> [EXERCISE]:
Check each line of the entries. Copy the ones that contain the string "Guemassa".

> [DATA PROVIDED]:
-------------------------

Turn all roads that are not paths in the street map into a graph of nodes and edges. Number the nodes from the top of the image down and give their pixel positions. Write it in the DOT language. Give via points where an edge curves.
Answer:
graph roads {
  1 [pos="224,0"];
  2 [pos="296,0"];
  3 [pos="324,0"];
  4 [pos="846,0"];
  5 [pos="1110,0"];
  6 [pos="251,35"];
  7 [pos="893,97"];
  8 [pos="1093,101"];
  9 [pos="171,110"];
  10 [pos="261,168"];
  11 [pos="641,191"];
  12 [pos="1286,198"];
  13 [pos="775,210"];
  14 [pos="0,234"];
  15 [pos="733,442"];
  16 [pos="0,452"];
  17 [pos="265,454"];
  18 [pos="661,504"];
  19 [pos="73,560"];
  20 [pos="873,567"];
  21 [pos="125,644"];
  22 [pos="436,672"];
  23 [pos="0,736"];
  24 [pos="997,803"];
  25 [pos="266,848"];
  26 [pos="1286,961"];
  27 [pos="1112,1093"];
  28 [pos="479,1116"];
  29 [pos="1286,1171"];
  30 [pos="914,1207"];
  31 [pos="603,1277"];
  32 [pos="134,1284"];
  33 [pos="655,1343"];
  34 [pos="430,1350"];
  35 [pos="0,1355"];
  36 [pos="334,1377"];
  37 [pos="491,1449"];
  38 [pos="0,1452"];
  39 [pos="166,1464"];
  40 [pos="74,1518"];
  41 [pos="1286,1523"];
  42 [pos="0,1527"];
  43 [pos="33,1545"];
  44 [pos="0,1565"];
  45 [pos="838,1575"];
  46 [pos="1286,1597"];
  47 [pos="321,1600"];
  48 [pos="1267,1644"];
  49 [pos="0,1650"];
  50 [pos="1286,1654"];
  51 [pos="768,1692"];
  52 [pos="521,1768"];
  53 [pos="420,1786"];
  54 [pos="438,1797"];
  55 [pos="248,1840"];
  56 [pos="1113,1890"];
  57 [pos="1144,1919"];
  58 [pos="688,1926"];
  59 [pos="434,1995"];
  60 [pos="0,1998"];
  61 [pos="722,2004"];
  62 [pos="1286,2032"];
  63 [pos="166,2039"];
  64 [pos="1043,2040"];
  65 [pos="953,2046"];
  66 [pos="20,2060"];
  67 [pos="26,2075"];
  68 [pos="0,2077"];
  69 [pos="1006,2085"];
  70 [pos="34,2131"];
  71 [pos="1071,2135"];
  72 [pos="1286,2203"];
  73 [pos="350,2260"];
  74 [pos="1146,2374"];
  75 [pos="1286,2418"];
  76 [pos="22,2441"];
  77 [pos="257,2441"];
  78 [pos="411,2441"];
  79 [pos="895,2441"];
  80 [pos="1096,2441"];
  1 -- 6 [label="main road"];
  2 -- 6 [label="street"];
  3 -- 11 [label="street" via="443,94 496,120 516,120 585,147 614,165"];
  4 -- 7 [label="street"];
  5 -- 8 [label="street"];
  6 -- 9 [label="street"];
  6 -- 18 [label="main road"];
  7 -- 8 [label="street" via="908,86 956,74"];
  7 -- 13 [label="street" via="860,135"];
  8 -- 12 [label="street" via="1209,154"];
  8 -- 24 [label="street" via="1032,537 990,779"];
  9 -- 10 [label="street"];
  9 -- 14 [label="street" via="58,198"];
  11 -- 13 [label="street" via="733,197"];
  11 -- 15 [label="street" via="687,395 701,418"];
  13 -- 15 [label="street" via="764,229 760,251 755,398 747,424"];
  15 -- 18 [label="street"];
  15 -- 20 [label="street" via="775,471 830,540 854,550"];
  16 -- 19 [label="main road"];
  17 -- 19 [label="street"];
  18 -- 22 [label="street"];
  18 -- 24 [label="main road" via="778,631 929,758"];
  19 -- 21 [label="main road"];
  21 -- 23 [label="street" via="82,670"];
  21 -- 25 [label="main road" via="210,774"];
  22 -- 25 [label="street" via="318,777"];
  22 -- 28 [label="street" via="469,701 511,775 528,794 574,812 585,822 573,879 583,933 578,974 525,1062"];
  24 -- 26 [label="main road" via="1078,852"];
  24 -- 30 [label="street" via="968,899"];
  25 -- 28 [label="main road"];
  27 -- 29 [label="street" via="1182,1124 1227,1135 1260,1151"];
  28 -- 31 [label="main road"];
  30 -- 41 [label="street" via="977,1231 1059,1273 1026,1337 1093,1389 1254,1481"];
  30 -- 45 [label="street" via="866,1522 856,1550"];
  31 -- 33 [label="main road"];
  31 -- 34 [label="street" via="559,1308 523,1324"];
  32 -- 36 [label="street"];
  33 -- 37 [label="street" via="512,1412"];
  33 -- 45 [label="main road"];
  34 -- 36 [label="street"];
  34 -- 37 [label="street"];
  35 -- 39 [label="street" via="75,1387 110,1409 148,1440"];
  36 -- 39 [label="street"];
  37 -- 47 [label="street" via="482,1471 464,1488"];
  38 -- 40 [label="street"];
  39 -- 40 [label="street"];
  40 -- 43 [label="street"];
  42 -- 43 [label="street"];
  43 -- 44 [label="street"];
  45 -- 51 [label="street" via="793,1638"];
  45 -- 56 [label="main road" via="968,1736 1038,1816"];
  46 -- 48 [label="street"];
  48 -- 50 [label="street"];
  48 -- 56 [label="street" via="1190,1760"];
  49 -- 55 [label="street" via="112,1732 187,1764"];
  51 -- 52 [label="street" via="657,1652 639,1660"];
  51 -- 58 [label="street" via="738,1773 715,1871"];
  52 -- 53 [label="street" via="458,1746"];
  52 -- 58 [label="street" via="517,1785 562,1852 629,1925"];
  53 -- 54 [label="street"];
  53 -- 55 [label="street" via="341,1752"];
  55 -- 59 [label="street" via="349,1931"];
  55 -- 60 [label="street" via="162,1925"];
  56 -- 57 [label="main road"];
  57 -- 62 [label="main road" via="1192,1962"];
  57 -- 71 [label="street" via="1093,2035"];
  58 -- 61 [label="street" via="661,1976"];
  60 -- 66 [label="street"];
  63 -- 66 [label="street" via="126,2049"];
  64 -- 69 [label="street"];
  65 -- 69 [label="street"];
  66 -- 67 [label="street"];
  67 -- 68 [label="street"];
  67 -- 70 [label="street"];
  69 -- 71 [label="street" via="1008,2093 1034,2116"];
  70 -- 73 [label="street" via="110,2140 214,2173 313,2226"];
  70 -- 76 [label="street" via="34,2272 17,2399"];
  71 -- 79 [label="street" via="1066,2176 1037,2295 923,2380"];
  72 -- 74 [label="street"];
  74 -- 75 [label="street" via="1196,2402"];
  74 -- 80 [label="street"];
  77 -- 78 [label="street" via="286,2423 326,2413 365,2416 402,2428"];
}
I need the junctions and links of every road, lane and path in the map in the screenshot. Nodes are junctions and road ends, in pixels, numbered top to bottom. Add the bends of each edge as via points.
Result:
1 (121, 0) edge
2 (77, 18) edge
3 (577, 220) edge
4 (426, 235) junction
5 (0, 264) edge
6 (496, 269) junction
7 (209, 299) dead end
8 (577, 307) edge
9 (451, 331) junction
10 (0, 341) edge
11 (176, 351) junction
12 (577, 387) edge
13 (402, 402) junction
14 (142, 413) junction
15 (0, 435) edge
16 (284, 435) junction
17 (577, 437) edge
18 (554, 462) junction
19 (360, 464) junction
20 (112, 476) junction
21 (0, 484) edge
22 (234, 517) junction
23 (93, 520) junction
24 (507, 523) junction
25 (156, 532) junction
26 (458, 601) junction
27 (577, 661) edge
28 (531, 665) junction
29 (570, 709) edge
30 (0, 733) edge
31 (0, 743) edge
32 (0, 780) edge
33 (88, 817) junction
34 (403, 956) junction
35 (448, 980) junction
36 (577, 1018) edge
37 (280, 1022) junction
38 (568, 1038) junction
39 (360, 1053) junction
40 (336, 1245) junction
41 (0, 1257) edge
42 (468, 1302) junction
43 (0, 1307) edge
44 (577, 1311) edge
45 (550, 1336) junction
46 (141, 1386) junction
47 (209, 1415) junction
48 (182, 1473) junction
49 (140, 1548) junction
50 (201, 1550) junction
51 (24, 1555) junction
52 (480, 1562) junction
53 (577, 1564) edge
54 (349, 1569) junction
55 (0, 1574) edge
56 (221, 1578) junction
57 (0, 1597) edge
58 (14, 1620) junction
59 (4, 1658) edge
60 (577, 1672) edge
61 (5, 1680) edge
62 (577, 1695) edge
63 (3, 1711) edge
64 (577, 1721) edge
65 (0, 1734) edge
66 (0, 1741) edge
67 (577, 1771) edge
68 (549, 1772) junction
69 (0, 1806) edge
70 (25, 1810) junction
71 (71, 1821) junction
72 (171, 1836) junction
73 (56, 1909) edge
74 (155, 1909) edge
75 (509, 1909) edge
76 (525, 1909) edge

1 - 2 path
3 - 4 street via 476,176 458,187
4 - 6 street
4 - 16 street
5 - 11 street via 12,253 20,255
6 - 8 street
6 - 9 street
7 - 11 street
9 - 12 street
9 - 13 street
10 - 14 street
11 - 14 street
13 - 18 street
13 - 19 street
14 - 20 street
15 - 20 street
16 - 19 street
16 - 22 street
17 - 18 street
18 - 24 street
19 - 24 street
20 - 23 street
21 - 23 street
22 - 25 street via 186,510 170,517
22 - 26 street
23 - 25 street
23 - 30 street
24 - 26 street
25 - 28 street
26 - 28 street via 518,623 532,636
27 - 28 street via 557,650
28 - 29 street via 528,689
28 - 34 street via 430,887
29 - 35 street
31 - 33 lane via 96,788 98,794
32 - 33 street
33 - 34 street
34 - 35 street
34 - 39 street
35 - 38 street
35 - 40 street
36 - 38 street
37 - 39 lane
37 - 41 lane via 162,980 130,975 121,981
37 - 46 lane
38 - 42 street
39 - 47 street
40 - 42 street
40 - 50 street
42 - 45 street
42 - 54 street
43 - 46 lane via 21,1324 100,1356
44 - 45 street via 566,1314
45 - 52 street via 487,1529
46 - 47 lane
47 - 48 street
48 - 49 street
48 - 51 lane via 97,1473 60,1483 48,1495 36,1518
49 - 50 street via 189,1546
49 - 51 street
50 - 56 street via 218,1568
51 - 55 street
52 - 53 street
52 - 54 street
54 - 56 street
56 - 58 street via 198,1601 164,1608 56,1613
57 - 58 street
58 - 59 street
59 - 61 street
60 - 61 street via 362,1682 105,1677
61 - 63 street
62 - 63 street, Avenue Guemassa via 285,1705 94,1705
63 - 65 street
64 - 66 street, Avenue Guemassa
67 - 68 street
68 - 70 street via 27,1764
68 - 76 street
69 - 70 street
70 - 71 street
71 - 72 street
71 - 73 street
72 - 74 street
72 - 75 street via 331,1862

-------------------------

> [WRITTEN REPLY]:
62 - 63 street, Avenue Guemassa via 285,1705 94,1705
64 - 66 street, Avenue Guemassa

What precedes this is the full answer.